### Work instruction
Where in the data below does the word "nodes" appear? Copy every line that has it.

### Given records
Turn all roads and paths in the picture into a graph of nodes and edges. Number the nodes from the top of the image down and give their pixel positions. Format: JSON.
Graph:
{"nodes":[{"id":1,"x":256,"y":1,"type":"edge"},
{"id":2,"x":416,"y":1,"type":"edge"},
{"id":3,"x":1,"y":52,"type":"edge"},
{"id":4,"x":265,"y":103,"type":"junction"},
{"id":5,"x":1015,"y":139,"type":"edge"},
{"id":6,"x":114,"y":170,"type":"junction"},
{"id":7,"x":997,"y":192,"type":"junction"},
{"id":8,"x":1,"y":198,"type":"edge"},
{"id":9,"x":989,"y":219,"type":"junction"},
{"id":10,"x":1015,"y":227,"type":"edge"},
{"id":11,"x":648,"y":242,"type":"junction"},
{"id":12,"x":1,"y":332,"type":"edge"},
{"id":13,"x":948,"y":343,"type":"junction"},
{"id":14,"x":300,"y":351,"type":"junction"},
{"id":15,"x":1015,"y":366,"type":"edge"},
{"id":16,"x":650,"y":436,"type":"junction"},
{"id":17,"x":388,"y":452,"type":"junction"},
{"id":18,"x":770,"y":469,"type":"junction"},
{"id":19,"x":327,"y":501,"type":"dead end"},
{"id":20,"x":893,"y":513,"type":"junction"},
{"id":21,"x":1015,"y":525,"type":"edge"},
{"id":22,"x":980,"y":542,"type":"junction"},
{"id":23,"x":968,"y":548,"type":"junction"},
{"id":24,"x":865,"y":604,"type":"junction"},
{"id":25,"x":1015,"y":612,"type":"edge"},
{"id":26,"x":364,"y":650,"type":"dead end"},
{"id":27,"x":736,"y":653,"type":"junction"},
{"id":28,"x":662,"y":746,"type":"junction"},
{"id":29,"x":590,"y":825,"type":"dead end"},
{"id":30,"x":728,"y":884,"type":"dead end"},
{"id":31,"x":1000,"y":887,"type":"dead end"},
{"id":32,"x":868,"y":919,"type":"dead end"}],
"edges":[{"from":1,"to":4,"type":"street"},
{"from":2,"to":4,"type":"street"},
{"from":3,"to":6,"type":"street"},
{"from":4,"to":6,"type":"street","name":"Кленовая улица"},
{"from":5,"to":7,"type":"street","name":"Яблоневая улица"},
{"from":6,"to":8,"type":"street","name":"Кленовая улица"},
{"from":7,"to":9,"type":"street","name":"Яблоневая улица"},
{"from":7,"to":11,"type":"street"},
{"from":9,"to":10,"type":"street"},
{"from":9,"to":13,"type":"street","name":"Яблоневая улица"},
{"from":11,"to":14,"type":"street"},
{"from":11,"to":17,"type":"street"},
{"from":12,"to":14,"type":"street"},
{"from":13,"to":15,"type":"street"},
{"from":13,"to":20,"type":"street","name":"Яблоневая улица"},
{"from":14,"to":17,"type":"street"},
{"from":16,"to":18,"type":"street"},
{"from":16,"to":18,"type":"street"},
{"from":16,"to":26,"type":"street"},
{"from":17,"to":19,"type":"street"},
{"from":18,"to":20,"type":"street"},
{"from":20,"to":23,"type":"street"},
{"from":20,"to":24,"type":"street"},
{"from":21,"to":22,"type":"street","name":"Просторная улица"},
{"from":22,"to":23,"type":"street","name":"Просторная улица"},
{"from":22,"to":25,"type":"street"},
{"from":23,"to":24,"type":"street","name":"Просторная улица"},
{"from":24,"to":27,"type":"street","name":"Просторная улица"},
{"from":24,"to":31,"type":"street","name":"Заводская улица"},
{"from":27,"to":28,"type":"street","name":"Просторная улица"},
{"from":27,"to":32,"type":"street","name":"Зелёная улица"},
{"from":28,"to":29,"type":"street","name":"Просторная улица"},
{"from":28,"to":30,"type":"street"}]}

### Task response
Turn all roads and paths in the picture into a graph of nodes and edges. Number the nodes from the top of the image down and give their pixel positions. Format: JSON.
{"nodes":[{"id":1,"x":256,"y":1,"type":"edge"},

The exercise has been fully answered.